Responses of ON cells evoked by heat during prolonged inflammation. A) Examples of responses (frequency histograms) of a single ON cell to heat stimuli and the location of its recording site in the RVM. Responses were greater for stimuli applied to the inflamed paw. Structures of the brain stem are indicated as in Figure 1A. The recording site is indicated by arrow. Traces of stimulus temperatures (5-s duration) are indicated above the histograms. B) Mean (± sem) number of impulses evoked by heat stimuli applied to the inflamed and contralateral paws, Responses evoked by 48° and 50°C were greater for stimuli applied to the inflamed paw (n=27). **** indicates a significant difference between the inflamed and contralateral paws (p < 0.001).

Figure 4

Responses of OFF cells evoked by heat stimuli during prolonged inflammation. A) Examples of responses (frequency histograms) to heat and the recording site for a single OFF cell. Responses to heat stimuli did not differ between paws. Brain stem structures are indicated as in Figure 1A. The recording site is indicated by arrow. Traces of stimulus temperature (5-s duration) are provided above each histogram. B) Mean (± sem) number of impulses evoked by different intensities of heat stimulation (each of 5 s duration) applied to the plantar surface of the inflamed and contralateral paws (n=16).
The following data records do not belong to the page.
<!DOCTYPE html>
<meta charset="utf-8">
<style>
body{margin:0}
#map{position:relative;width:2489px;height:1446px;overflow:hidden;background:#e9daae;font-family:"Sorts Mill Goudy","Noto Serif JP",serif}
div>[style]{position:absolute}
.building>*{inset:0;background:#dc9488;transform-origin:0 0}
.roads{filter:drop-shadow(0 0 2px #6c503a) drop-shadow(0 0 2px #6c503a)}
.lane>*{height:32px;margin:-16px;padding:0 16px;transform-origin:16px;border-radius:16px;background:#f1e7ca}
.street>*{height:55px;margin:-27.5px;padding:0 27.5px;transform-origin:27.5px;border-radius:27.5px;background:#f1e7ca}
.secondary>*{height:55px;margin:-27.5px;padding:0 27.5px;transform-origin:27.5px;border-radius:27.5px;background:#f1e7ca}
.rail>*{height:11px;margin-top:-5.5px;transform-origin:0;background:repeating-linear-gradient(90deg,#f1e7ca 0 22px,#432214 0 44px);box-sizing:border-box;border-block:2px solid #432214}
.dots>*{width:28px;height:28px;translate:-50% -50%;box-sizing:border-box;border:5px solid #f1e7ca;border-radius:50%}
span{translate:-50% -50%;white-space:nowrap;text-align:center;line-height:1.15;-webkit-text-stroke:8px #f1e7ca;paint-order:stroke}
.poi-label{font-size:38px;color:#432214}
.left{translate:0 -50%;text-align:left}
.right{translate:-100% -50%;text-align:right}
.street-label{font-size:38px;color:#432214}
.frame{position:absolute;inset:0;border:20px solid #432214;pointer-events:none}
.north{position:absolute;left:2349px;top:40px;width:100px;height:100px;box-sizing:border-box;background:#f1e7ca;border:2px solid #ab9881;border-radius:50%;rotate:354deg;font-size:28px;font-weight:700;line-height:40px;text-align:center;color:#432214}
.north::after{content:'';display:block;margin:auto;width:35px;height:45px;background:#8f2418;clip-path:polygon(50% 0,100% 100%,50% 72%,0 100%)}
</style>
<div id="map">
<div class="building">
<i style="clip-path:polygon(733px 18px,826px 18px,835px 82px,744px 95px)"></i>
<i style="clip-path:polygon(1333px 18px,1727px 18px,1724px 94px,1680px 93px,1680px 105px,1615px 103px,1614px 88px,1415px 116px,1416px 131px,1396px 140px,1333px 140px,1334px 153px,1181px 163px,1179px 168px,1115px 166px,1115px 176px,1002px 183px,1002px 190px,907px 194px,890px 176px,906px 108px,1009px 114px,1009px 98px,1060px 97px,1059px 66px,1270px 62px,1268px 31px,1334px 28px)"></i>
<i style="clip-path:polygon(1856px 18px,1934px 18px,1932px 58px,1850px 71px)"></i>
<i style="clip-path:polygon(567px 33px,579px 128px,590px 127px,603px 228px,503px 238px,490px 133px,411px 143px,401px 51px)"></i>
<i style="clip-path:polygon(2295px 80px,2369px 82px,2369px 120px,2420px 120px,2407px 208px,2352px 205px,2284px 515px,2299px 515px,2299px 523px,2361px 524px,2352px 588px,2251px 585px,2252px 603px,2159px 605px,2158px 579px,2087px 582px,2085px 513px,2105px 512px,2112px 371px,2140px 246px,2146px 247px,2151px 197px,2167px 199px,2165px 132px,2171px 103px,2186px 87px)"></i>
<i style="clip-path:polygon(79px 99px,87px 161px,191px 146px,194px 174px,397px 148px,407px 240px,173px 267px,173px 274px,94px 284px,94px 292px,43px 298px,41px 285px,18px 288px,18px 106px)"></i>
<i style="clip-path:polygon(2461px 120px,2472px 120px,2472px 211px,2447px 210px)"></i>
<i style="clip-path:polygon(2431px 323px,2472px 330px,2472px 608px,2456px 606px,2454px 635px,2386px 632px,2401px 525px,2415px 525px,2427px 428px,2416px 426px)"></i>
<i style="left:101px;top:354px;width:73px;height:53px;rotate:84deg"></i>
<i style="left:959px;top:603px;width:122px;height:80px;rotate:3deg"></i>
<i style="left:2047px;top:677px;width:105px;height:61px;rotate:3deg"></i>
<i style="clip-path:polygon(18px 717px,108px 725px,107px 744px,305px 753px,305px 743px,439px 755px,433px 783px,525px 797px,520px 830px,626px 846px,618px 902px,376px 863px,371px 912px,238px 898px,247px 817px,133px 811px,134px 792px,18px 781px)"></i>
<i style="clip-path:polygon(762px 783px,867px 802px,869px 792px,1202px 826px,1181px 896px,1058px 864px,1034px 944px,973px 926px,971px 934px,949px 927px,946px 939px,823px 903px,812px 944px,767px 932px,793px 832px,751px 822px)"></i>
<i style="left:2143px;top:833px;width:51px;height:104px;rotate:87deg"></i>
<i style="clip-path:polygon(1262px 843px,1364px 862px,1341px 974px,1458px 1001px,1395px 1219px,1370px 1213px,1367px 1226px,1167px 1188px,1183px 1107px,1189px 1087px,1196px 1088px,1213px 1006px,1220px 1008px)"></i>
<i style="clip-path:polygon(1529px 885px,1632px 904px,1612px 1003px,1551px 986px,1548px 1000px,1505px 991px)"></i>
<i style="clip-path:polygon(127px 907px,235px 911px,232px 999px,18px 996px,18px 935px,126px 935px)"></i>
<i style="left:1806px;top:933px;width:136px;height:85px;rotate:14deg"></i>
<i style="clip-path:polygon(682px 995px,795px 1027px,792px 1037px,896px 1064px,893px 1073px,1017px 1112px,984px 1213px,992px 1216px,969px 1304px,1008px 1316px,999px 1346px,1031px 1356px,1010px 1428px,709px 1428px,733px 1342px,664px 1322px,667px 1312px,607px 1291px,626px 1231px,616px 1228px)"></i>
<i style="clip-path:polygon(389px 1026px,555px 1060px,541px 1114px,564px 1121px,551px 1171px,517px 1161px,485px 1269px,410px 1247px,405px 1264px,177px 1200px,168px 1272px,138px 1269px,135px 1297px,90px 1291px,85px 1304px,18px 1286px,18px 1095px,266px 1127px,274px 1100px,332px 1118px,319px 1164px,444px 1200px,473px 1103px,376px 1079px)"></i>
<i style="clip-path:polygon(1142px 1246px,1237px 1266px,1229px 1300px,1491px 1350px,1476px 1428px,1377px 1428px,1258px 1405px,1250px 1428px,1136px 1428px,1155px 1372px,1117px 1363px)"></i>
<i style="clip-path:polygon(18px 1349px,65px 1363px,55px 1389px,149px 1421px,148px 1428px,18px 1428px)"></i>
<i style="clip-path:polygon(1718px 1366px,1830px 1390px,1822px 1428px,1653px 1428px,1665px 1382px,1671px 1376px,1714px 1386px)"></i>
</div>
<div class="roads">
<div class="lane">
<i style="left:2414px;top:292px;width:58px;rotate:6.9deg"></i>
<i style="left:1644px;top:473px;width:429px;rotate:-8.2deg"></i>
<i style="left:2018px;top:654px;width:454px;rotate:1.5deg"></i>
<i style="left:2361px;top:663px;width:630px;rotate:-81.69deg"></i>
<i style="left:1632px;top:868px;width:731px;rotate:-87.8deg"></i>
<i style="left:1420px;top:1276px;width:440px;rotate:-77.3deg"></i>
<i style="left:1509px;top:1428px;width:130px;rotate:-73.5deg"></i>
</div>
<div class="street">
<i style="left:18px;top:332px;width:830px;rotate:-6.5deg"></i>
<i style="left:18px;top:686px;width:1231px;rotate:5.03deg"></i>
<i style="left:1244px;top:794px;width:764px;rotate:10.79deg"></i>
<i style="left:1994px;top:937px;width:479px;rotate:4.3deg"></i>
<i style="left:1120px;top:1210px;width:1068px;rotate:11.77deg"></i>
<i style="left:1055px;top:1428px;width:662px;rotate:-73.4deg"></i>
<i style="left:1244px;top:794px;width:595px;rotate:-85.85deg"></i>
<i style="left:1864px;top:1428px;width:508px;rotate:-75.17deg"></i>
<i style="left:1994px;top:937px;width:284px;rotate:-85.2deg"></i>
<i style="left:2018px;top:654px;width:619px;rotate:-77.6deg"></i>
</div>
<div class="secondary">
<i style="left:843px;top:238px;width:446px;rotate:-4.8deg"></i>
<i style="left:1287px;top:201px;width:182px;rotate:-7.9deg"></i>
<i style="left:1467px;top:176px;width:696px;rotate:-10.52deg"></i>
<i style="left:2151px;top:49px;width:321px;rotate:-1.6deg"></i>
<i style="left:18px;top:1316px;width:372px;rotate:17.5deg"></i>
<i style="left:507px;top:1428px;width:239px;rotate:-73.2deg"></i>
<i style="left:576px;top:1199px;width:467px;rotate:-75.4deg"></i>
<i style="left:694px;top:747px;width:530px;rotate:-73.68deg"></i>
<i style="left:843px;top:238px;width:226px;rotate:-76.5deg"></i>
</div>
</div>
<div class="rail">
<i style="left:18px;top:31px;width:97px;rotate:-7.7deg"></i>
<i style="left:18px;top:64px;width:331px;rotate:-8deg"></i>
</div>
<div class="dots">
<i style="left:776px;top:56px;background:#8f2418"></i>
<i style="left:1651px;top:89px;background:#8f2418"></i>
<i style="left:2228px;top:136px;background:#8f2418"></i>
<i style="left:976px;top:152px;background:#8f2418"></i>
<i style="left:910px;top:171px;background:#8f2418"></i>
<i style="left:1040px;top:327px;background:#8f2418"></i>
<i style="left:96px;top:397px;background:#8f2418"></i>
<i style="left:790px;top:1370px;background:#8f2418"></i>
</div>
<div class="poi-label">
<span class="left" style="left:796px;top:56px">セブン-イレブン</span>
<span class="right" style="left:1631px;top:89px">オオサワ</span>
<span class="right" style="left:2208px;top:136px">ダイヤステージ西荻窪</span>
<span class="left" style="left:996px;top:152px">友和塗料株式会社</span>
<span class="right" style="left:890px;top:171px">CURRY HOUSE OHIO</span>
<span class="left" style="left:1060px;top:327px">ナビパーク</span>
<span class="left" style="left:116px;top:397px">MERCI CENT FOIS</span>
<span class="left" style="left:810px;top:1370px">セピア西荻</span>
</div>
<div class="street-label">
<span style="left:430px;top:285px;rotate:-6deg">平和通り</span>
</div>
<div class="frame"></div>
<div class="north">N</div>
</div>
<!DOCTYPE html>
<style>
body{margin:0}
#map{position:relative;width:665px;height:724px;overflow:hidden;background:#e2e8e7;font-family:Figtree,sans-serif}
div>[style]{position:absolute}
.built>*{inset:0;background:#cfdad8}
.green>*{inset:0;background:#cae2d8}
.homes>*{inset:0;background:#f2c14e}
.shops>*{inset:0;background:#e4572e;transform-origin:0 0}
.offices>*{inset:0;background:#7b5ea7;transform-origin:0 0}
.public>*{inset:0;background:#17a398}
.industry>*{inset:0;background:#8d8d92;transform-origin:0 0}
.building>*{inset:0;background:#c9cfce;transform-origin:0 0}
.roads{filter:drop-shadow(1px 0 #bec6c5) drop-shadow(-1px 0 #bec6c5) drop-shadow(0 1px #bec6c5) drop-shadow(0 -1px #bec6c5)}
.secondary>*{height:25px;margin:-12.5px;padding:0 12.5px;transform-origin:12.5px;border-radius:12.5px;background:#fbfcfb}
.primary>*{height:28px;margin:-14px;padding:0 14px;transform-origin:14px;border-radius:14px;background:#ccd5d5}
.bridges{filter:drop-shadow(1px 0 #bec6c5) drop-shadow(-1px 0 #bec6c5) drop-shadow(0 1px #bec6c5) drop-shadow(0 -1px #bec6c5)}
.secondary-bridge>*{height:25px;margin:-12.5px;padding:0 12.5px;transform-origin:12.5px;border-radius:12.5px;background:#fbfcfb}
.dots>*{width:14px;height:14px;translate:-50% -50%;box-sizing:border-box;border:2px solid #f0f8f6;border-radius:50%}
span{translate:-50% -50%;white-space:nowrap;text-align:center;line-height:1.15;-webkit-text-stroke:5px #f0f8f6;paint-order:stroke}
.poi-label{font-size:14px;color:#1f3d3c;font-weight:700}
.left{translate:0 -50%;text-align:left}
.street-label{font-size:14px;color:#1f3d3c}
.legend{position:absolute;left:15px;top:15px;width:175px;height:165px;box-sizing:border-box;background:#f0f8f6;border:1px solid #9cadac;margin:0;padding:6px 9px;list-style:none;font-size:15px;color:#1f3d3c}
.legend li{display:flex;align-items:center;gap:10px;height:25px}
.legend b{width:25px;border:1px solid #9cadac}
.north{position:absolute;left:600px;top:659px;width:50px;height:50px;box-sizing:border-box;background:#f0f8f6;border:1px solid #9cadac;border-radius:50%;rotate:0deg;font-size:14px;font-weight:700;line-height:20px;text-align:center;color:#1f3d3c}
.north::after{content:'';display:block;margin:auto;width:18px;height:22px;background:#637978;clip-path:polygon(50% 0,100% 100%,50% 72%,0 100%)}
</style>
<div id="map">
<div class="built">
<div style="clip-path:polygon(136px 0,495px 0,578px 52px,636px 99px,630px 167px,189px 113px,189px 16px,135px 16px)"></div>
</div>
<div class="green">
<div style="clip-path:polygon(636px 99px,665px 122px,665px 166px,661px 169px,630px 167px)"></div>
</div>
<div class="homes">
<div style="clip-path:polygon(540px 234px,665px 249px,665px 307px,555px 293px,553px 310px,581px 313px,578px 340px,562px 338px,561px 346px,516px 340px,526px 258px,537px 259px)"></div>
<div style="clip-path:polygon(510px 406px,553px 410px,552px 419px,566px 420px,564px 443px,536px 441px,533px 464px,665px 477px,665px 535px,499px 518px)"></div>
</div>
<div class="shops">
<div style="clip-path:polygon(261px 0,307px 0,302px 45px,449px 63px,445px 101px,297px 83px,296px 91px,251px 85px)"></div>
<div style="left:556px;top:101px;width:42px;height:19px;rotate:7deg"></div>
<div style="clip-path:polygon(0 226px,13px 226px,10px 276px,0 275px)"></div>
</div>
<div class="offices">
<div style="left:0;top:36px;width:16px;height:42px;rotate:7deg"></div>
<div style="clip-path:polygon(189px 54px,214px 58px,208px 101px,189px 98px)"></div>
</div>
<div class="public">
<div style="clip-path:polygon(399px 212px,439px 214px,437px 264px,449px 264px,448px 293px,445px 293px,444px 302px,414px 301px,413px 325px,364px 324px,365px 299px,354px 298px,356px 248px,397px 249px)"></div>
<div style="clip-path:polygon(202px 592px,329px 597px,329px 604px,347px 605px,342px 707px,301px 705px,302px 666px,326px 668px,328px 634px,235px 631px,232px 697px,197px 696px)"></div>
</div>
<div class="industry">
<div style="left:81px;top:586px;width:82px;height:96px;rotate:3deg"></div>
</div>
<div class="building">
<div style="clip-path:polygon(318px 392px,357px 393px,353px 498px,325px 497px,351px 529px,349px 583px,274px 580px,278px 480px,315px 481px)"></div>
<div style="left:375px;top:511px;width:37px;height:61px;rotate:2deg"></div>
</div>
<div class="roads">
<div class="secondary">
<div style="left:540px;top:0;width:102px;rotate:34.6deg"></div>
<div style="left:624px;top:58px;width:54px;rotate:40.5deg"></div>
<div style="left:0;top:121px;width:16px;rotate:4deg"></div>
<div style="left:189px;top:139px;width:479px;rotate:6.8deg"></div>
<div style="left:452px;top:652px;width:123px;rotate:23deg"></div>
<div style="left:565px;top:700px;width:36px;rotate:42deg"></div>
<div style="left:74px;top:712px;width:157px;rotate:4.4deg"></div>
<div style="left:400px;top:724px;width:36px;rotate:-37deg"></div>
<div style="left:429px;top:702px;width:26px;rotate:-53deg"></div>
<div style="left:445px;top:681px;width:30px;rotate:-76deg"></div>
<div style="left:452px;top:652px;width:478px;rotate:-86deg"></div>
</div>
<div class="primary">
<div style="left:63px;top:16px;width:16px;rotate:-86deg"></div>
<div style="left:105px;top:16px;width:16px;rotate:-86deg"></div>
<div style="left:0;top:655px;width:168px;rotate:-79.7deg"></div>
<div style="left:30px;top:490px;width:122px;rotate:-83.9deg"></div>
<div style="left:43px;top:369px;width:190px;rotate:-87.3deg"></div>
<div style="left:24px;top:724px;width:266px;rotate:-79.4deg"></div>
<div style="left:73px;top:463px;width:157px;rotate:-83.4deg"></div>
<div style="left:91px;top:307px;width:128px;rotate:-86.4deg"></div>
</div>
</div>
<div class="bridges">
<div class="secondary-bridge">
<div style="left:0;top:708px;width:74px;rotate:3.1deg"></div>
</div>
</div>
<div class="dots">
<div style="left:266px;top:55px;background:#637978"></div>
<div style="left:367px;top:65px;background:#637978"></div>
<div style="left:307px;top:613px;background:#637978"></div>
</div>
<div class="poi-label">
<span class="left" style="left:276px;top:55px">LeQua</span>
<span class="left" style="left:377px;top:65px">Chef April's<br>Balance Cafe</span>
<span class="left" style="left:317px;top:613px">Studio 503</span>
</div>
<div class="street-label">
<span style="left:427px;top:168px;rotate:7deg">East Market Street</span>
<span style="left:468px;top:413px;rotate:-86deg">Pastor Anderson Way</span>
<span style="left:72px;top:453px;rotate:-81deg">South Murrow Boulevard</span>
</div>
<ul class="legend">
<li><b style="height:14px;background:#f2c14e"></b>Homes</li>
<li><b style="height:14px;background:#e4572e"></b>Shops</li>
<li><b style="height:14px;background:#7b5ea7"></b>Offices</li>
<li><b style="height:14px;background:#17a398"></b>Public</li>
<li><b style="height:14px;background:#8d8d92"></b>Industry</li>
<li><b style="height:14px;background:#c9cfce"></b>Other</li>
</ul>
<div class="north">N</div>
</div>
No differences in responses evoked by heat applied to the inflamed and contralateral paws.

Figure 5

L-733,060 decreased responses of ON cells to mechanical stimuli during prolonged inflammation The mean (± sem) number of impulses evoked by mechanical stimulation of the inflamed (A) but not the contralateral (B) paw were reduced following injection of L-733,060 in the RVM (n=20). Responses evoked by stimulation of the inflamed (C) or contralateral (D) paw were not altered following injection of vehicle into the RVM (n=6). * indicates a significant difference from baseline value at 15 min and # indicates a significant difference from baseline at 60 min (*p < 0.05, ****p < 0.001, ####p < 0.001).

Figure 6

Effects of L-733,060 injection into the RVM on responses of OFF cells to mechanical stimuli. The inhibitory response evoked by mechanical stimulation decreased when stimuli were applied to the inflamed paw (A) but increased when applied to the contralateral paw (B) following injection of L-733,060 into the RVM (n=10). Responses evoked by stimulation of the inflamed (C) or contralateral (D) paw were not altered following injection of vehicle into the RVM (n=6). Data are expressed as the mean (± sem) number of impulses. # indicate significant differences from baseline values (# p < 0.05, ### p < 0.005, #### p < 0.001).

Figure 7

Attenuation of responses of ON cells to heat stimuli following injection of L-733,060 into the RVM. The mean (± sem) number of impulses evoked by heat stimuli of 44°–50°C applied to the inflamed paw (A) but t not the contralateral paw (B) was decreased at 15 min following injection of L-733,060 (n=20). Responses to heat stimuli following injection of vehicle (n=6) into the RVM were not altered (C and D). * and # indicate a significant difference from baseline at 15 and 60 min after injection, respectively (*p < 0.05, #p < 0.05, ***p < 0.005, ****p < 0.001).

Figure 8

Effects of L-733,060 injection into the RVM on responses of OFF cells to heat stimuli. Responses of OFF cells evoked by heat stimuli applied to either paw were not altered at any time following injection of either 733,060 (A and B, n=10) or vehicle (C and D, n=6) into the RVM.